▶ [DIRECTIONS FOR THIS TASK] The job is to find each line of the records below that includes the word "index" and copy it.
*** PROVIDED RECORDS Section Begins ***
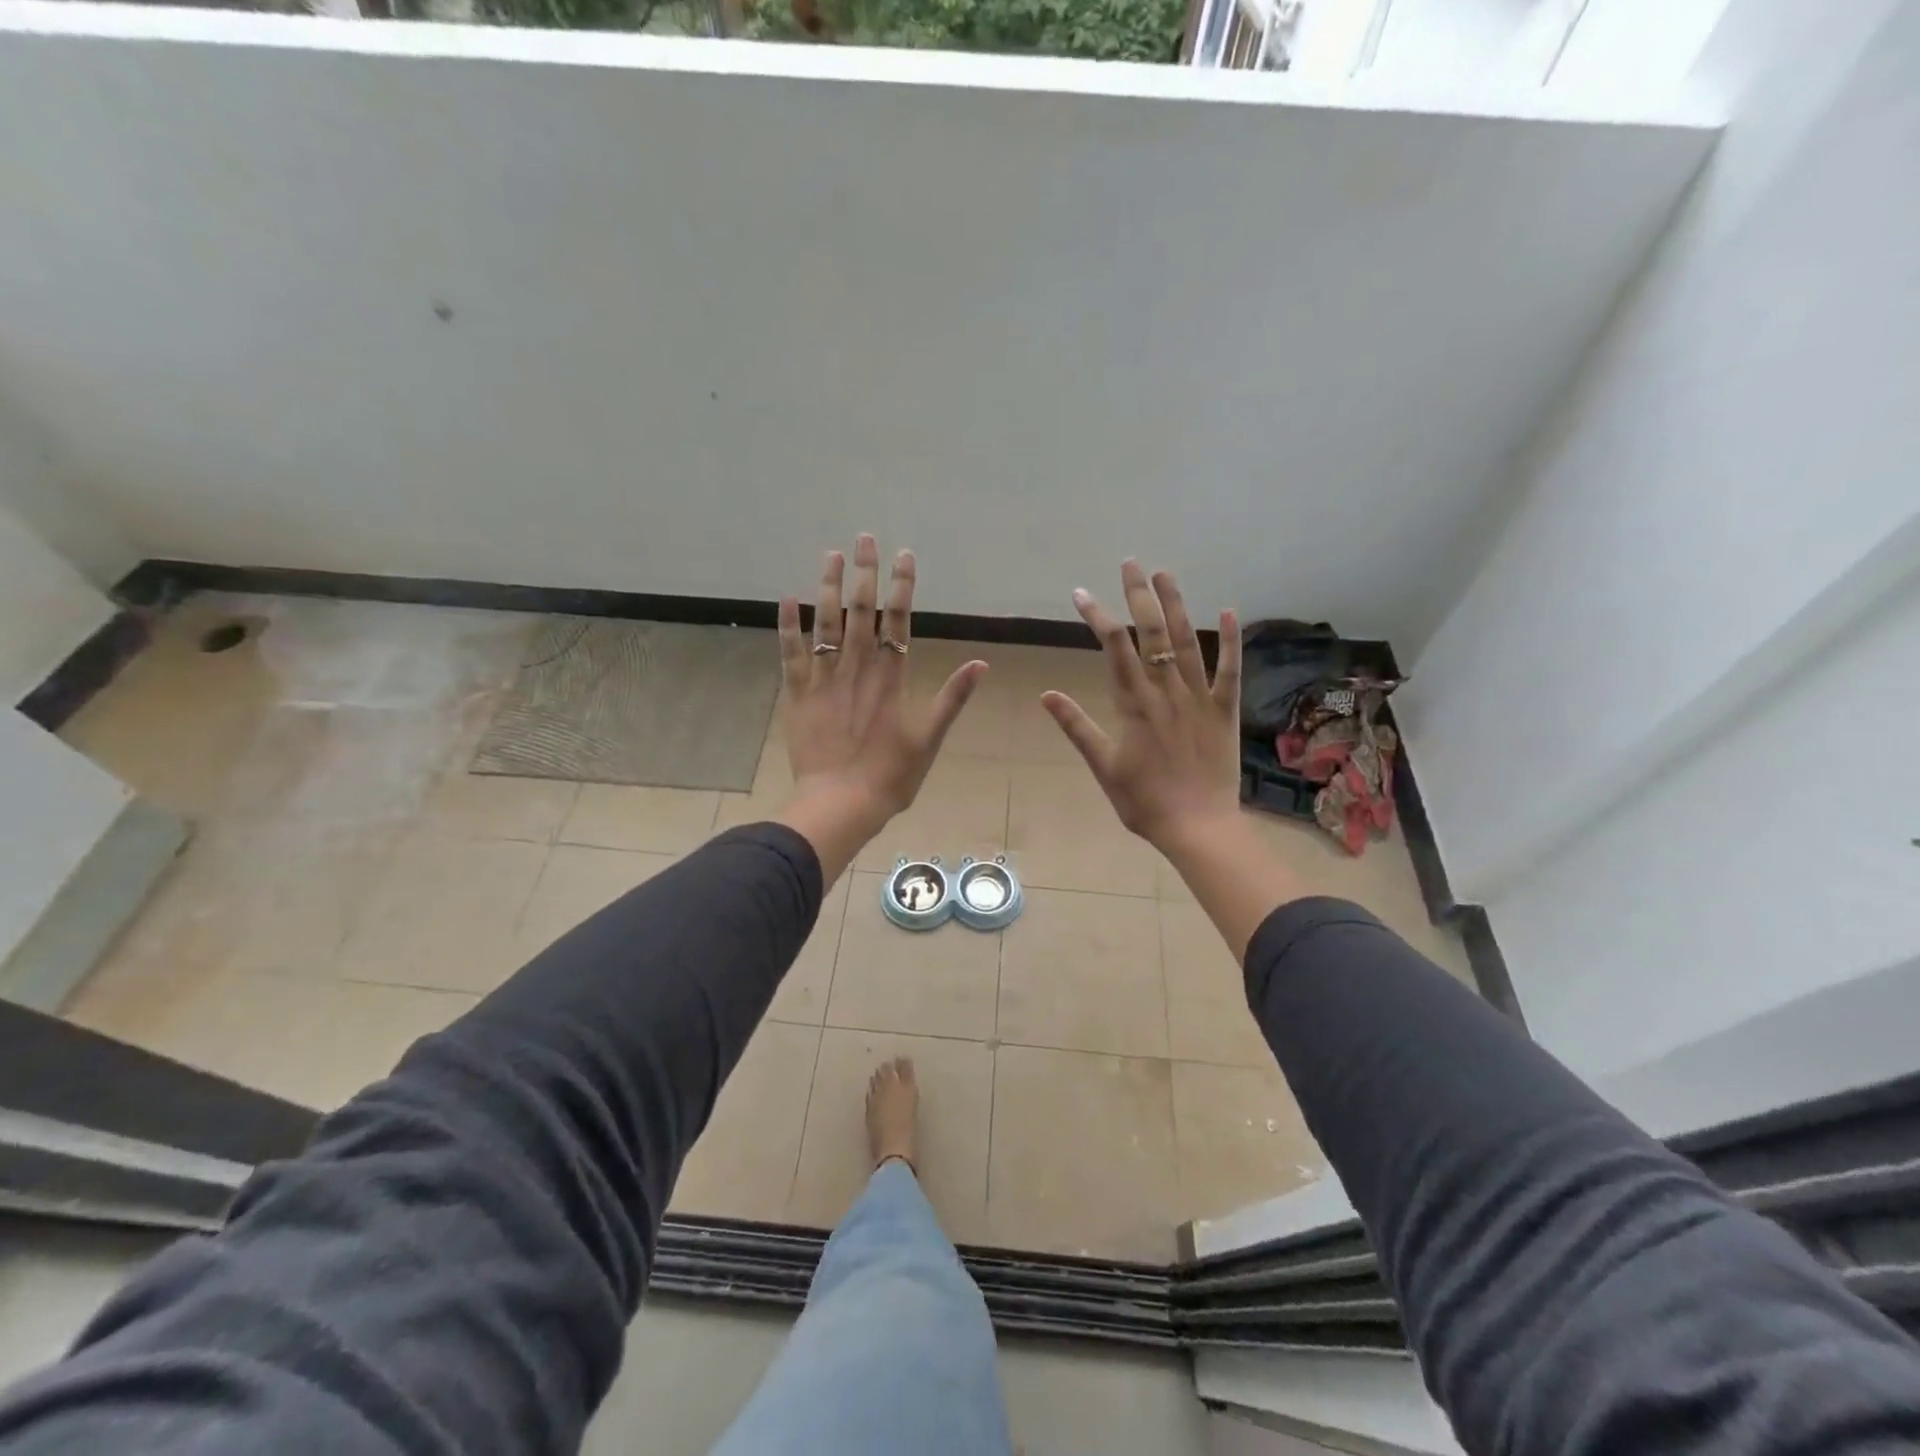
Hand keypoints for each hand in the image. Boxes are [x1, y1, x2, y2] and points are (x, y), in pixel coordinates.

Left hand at [774, 535, 984, 877]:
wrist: (840, 803)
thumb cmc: (890, 777)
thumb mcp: (930, 739)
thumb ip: (952, 698)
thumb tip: (981, 663)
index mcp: (890, 679)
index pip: (898, 622)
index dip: (902, 587)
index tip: (904, 556)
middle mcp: (857, 669)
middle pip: (862, 612)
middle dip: (865, 574)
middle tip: (864, 539)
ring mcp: (824, 680)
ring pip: (826, 624)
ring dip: (828, 587)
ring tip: (831, 556)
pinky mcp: (797, 694)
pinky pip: (791, 653)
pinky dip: (787, 626)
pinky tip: (785, 598)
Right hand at [1041, 561, 1241, 851]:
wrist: (1197, 827)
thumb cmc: (1143, 801)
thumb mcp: (1102, 766)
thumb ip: (1077, 727)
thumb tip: (1047, 695)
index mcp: (1134, 704)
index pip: (1114, 648)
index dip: (1096, 616)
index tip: (1080, 594)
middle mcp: (1166, 691)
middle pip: (1151, 633)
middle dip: (1138, 596)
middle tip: (1130, 564)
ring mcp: (1198, 698)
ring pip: (1186, 642)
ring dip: (1175, 605)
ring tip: (1165, 574)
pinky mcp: (1225, 710)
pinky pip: (1230, 670)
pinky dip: (1230, 641)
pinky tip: (1228, 611)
*** PROVIDED RECORDS Section Ends ***
▶ [RESULT OF THE TASK]
index mcp: (890, 679)
index pip: (898, 622)
index dip: (902, 587)
index tip: (904, 556)
index mcp: (1134, 704)
index pip: (1114, 648)
index dip: (1096, 616)
index tip: (1080, 594)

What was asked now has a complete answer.